S-FLEX seat post and Bio Fibre Dampening
According to Merida, the Reacto is marginally less aerodynamic than the Cervelo S5 at 45kph, 0.94% to be precise. However they claim that the Reacto is a superior package owing to its much greater comfort and flex. The S5 has been critised in the past for having a harsh ride and this is a common flaw in aero road bikes.
The added comfort is claimed to come from a number of technologies. Firstly there is the S-Flex seat post. The rubber insert is designed to compress and flex, taking the buzz out of the road. The idea is that by allowing flex here, it does not compromise bottom bracket stiffness. The carbon layup also features natural flax fibres. Merida have found that inclusion of flax fibres in the carbon structure of the seat, chain stays and fork blades reduces high-frequency vibrations. We look forward to seeing how the Reacto Team-E performs in this regard.
The seat clamp is also neatly integrated into the top tube, to further add to the aero credentials of this frame. All the cables are integrated and the strange silver object under the handle bars is the quick release for the rear brake. Incase you were wondering the Di2 battery is neatly hidden inside the seat post.
The geometry of this bike is aggressive. The top tube is long and will encourage the rider to adopt a low and aero position. Our size 54cm test bike comes up large and is similar to a 56cm frame in many other bikes. The stack is 559mm and the reach is 400mm. By comparison, the reach in a 54cm Specialized Venge is 386mm. The geometry suggests this is an out and out race machine and at the time of writing, there are only limited sizes available – 52cm, 54cm, 56cm.

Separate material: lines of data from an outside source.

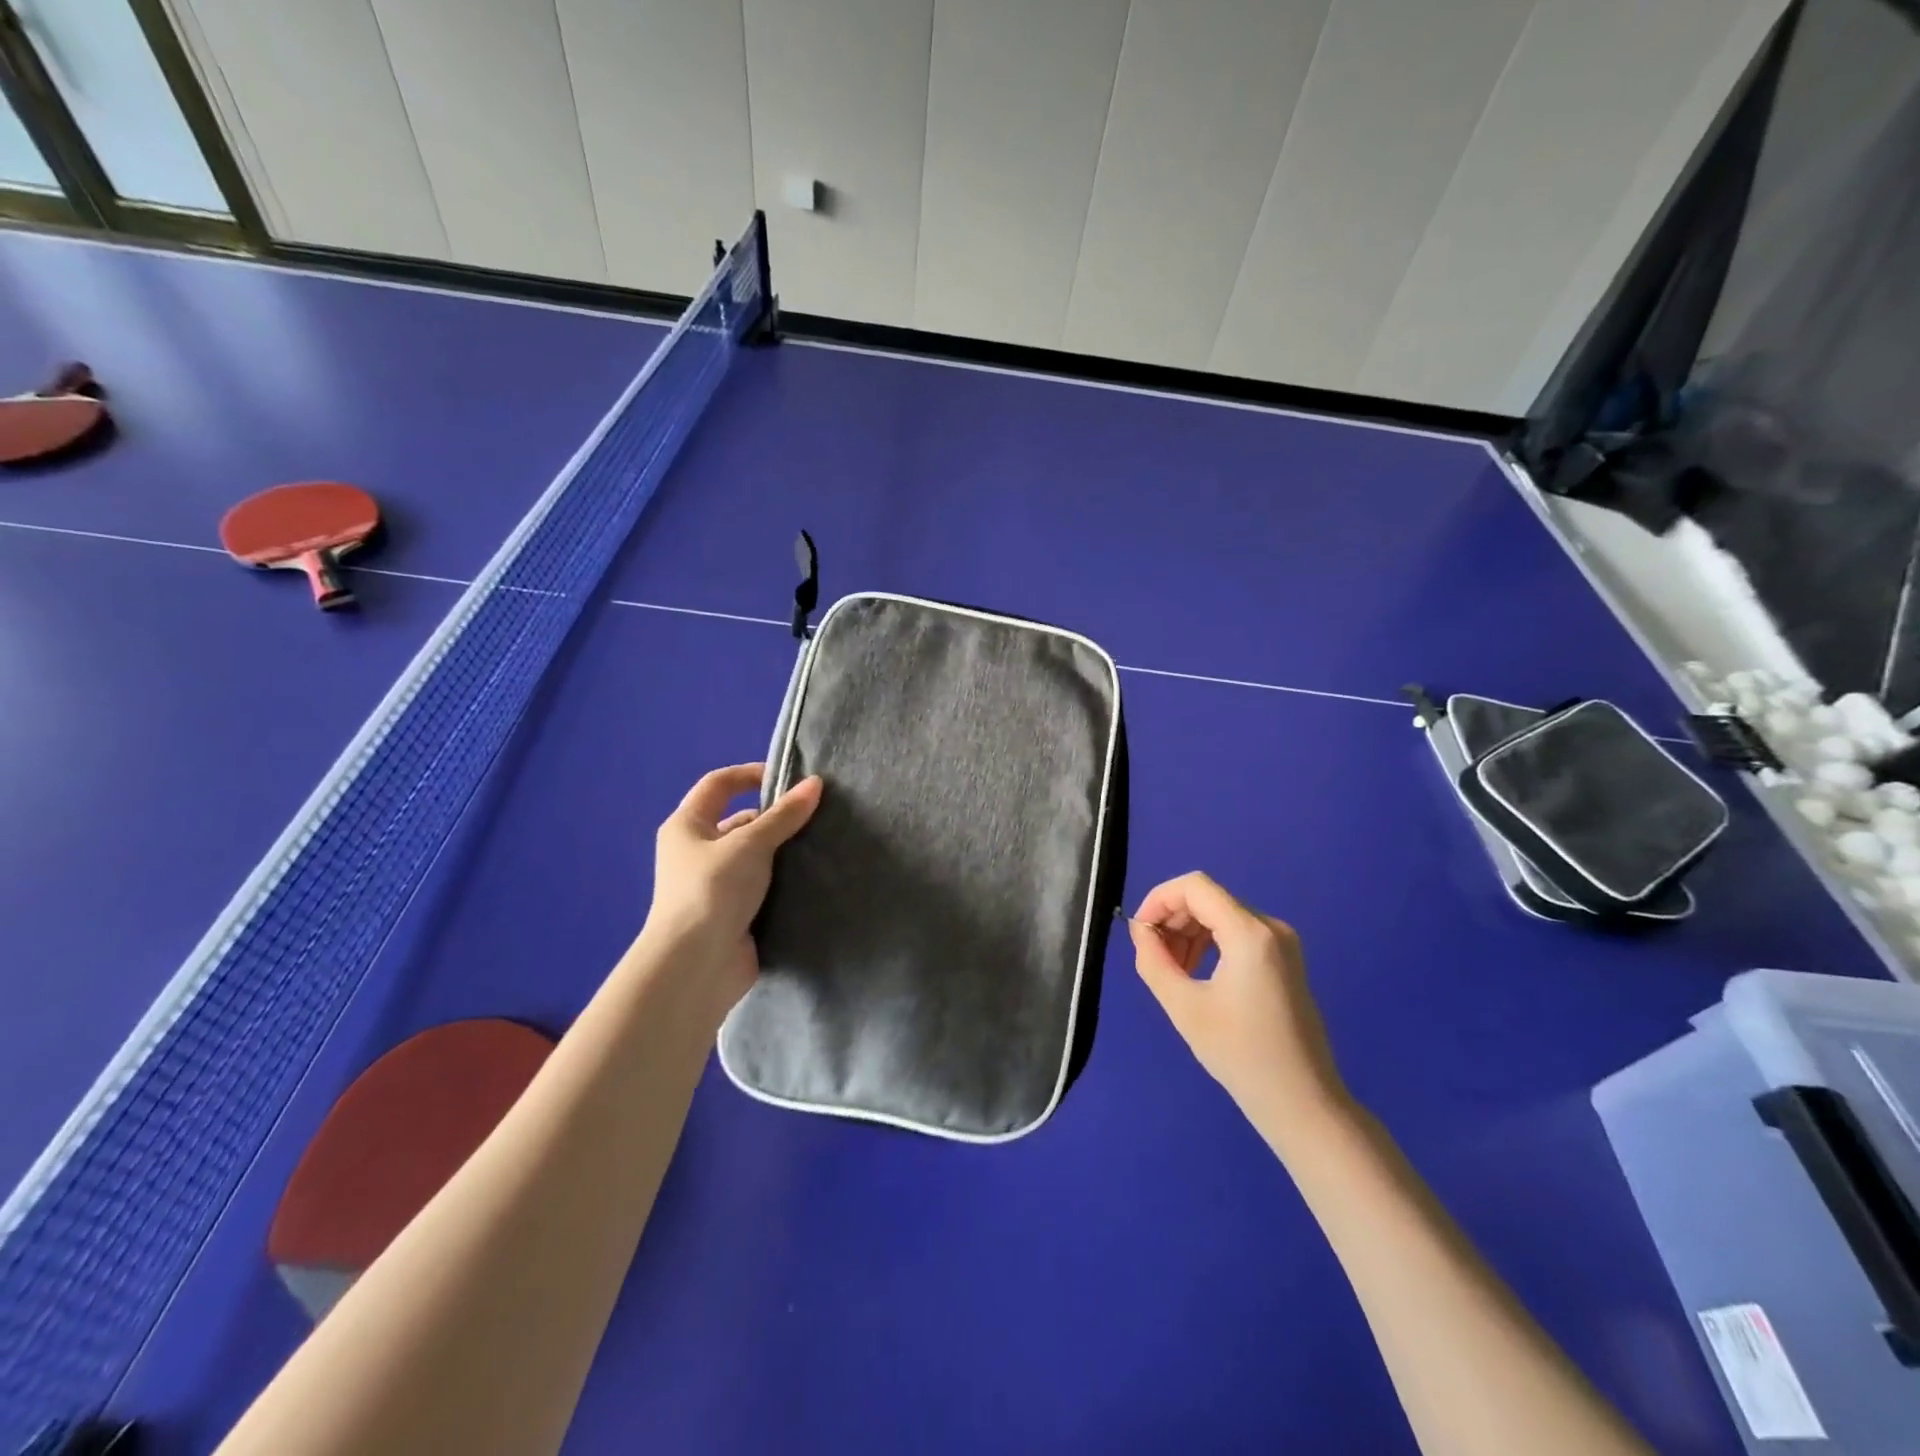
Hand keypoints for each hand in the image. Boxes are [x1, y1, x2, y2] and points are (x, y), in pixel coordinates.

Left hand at [642, 763, 822, 1020]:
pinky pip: (763, 886)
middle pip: (740, 821)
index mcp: (686, 826)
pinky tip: (812, 878)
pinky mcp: (733, 913)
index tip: (790, 777)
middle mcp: (696, 852)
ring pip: (755, 856)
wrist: (697, 966)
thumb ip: (784, 815)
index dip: (751, 773)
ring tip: (821, 844)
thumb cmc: (713, 891)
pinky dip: (783, 881)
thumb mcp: (750, 844)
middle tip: (816, 816)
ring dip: (783, 851)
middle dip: (775, 817)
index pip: (718, 784)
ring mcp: (715, 885)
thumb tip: (815, 783)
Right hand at [1129, 872, 1351, 1148]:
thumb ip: (1153, 960)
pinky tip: (1195, 974)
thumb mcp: (1184, 1007)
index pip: (1194, 886)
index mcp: (1250, 933)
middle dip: (1172, 919)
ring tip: (1172, 971)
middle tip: (1152, 957)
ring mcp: (1282, 943)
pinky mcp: (1284, 960)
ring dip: (1188, 933)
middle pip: (1208, 898)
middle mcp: (1270, 927)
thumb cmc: (1241, 1055)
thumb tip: (1140, 930)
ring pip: (1220, 915)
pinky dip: (1209, 943)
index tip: (1139, 932)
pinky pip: (1237, 933)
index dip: (1159, 899)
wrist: (1303, 1103)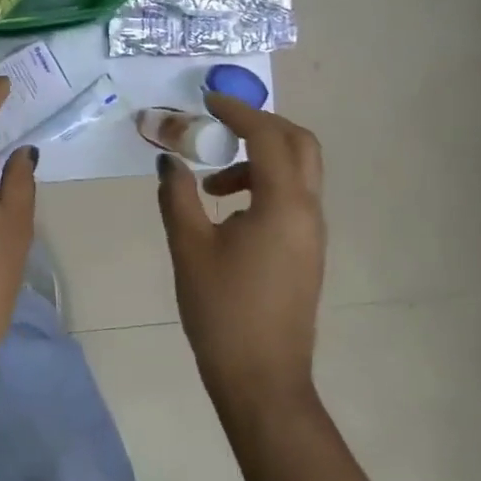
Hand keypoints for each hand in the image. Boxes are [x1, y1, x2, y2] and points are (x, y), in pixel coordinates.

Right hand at [156, 93, 325, 411]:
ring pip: (297, 172)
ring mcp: (312, 233)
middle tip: (221, 125)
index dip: (237, 112)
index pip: (267, 137)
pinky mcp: (307, 251)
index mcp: (283, 205)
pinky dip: (263, 185)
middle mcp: (308, 211)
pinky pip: (292, 198)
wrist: (261, 379)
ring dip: (258, 159)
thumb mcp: (189, 247)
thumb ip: (177, 195)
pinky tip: (228, 212)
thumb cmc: (222, 311)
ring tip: (211, 183)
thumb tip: (168, 159)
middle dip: (261, 126)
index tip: (206, 101)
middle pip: (299, 144)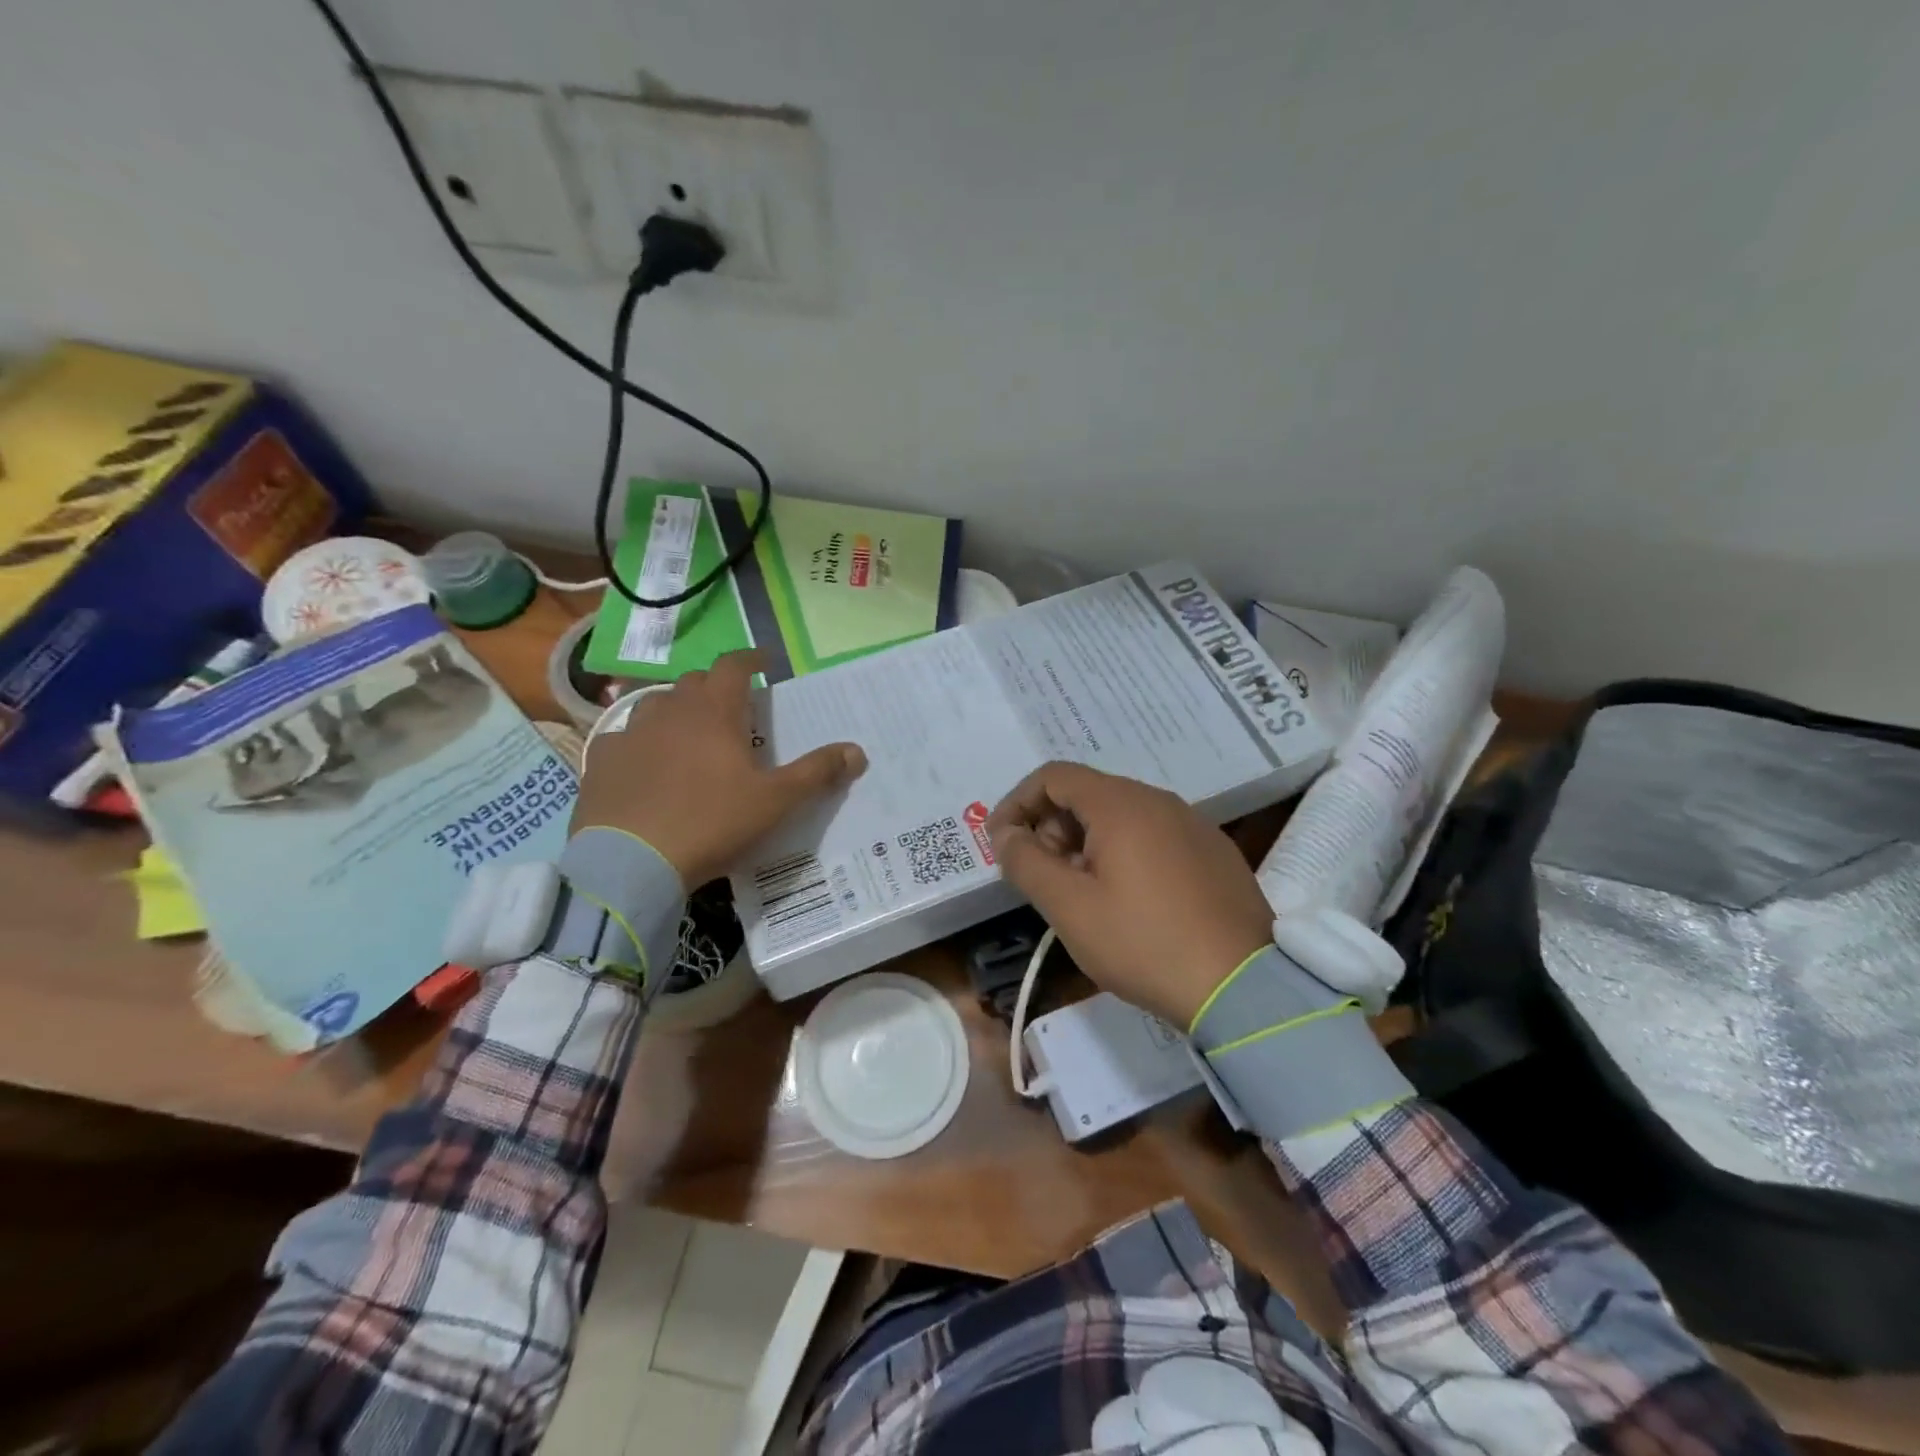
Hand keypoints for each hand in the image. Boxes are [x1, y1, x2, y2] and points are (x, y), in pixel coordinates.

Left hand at [572, 650, 865, 887]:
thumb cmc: (712, 823)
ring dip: (677, 712)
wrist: (631, 863)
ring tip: (689, 735)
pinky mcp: (600, 761)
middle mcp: (669, 710)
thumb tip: (858, 752)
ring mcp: (629, 733)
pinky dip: (640, 743)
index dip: (750, 660)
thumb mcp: (775, 802)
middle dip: (716, 688)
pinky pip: (623, 739)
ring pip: (656, 706)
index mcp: (714, 711)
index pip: (733, 665)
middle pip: (694, 683)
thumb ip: (817, 773)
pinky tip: (644, 765)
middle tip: (733, 710)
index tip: (763, 664)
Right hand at [986, 762, 1273, 1026]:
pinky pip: (1154, 835)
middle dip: (1052, 827)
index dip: (1018, 803)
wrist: (1242, 987)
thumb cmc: (1144, 943)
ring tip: (1082, 893)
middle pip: (1087, 793)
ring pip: (1121, 815)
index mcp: (1121, 804)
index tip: (1002, 843)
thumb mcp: (1069, 907)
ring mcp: (1193, 823)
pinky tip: (1129, 900)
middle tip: (1043, 877)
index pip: (1053, 776)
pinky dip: (1123, 852)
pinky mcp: (1214, 851)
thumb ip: (1027, 862)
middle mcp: (1159, 800)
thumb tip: (1006, 833)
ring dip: (1086, 842)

Our size 54cm tips the Cycling Weekly scales at 7.54 kg without pedals. Considering the UCI weight limit is 6.8kg, we will investigate to see if this is achievable with a lighter pair of tubular wheels and with a carbon railed saddle. The wheels certainly add quite a lot of weight, with the bike weighing an impressive 4.76kg without the Fulcrum wheels. We think this is very respectable for an aero bike.
We were not too sure about the Lampre colour scheme when we first saw photos of this bike, but having seen it in the flesh we can testify that it definitely looks better in real life. In a world dominated by matte black, the flashes of exotic colour are refreshing. We really look forward to putting the Reacto Evo Team E through its paces and seeing what this machine is capable of. One of the big questions we hope to answer is are you better off purchasing the £3500 Reacto and having £3500 to spend on upgrades, or just purchasing this one at £7000?